VMware Cloud Community
pfuhli
Enthusiast
Enthusiast

VSAN Hybrid Node Design Question

Hi there,

does anybody know why there are no ready nodes configurations with more than 12TB of raw capacity?

We've been told that there is no technical reason for that but only from  sales perspective these nodes would be too hard to sale...

So we decided to assemble our own VSAN node by using certified components from Dell and ended up with

Dell R730xd

768GB RAM

PERC730

capacity tier: 21 x SAS Disks 1,2TB

caching tier: 3 x SANDISK SX350-3200

Did anyone of you spotted a node like this in a VSAN environment?

Regards,

daniel

8 Replies
elerium
Hot Shot
Hot Shot

I'm using Dell R730xd with 2xP3700 1.6TB SSD, 14xWD Re 4TB SAS drives (2 disk groups per node).
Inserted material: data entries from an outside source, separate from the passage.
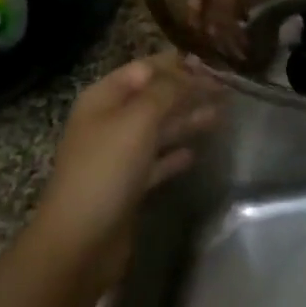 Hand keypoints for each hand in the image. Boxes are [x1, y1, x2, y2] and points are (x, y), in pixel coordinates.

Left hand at [31, 53, 221, 291]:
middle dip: (187, 90)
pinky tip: (196, 153)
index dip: (177, 63)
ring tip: (222, 114)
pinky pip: (156, 162)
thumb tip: (190, 72)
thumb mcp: (138, 120)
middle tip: (226, 88)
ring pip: (158, 129)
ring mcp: (117, 156)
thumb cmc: (106, 170)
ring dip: (187, 120)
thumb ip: (166, 91)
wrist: (79, 243)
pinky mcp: (127, 186)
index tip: (213, 63)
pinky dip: (175, 155)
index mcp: (104, 98)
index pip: (145, 68)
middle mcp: (109, 122)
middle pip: (154, 98) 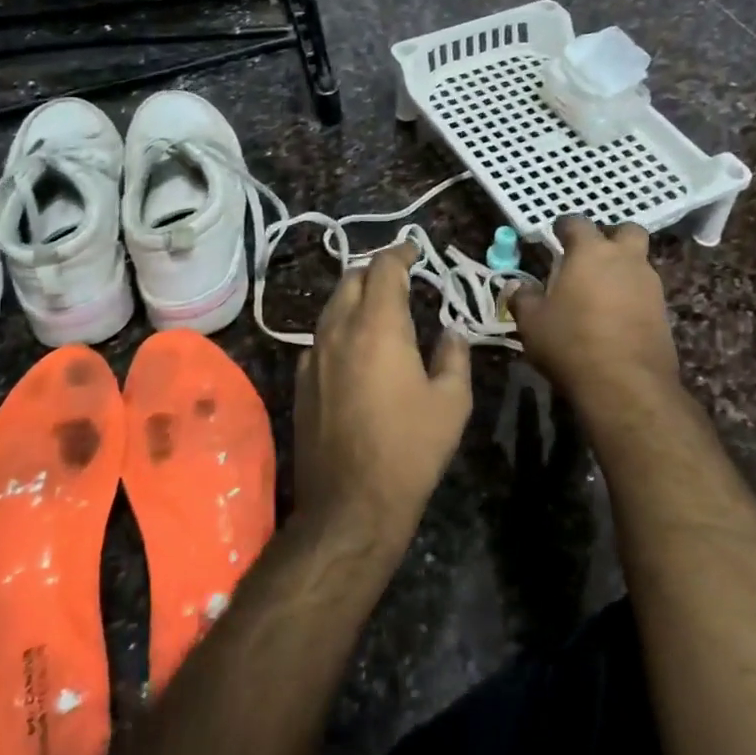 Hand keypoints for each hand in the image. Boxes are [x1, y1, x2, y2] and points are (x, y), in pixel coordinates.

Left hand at [293, 242, 472, 544]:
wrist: (351, 503)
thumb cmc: (410, 449)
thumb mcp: (452, 402)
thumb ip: (454, 356)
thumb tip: (450, 332)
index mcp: (378, 327)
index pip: (384, 269)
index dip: (400, 253)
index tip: (415, 251)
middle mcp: (338, 331)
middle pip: (350, 279)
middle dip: (375, 270)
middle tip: (400, 278)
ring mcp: (313, 357)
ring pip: (331, 308)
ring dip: (355, 298)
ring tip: (379, 308)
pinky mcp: (300, 382)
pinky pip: (320, 338)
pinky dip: (340, 328)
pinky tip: (355, 348)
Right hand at [508, 216, 679, 404]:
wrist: (626, 384)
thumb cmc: (571, 343)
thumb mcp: (532, 322)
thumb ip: (524, 298)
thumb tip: (517, 286)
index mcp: (590, 252)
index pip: (577, 222)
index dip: (564, 226)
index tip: (555, 235)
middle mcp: (625, 260)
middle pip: (626, 231)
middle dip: (610, 237)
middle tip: (591, 256)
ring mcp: (650, 285)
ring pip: (639, 262)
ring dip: (622, 268)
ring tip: (599, 291)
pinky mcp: (663, 312)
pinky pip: (645, 292)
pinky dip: (631, 296)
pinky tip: (615, 317) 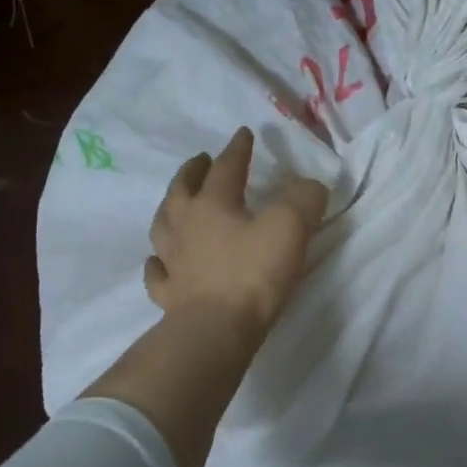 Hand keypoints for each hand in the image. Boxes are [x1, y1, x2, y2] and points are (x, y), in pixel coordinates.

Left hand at [144, 127, 328, 332]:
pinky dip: (158, 262)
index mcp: (212, 203)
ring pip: (163, 225)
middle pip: (183, 189)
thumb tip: (310, 186)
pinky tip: (159, 261)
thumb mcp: (290, 226)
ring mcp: (172, 261)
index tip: (244, 134)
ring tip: (176, 203)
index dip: (238, 149)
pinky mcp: (169, 294)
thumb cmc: (252, 273)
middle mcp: (185, 225)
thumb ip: (304, 198)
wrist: (215, 332)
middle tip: (201, 160)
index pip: (226, 166)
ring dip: (170, 208)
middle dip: (194, 171)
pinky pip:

Gets ~51TB of raw storage per node.

If you're going with Dell be aware of the following KBs as the H730 controller is problematic.

https://kb.vmware.com/selfservice/microsites/search.do?language=en_US&cmd=displayKC&externalId=21363...

https://kb.vmware.com/selfservice/microsites/search.do?language=en_US&cmd=displayKC&externalId=21354...

https://kb.vmware.com/selfservice/microsites/search.do?language=en_US&cmd=displayKC&externalId=21096...

H730 also not qualified for VSAN 6.2 yet, but hopefully soon.

Jasemccarty
Immortal
Immortal

pfuhli‌,

Keep in mind that when you order Ready Nodes, you can request additional cache/capacity drives, provided the frame supports it.

I'd suggest revalidating the controller supports the number of drives you wish to run however, as not all controllers are supported with expanders, or above a given number of drives. In some cases you might have to add another controller. Probably better from an availability standpoint as well.

In short, if you see a Ready Node that you'd like to use, and you want to bump up the capacity, you can do that.

Jase McCarty - @jasemccarty
pfuhli
Enthusiast
Enthusiast

Thanks elerium, we're already aware of these KBs.

Have you done any performance testing on your cluster?

We see very good numbers for IOPS and latency while we're only driving a few VMs per host. If we increase the number of load generating VMs per host our cluster becomes instable.

That's why we are looking for peer customers with a similar configuration to get to know their experiences.

0 Kudos
pfuhli
Enthusiast
Enthusiast

Jasemccarty

Ah, ok - I didn't know that. The reason for asking is that we're looking for peer customers with a similar configuration like we have.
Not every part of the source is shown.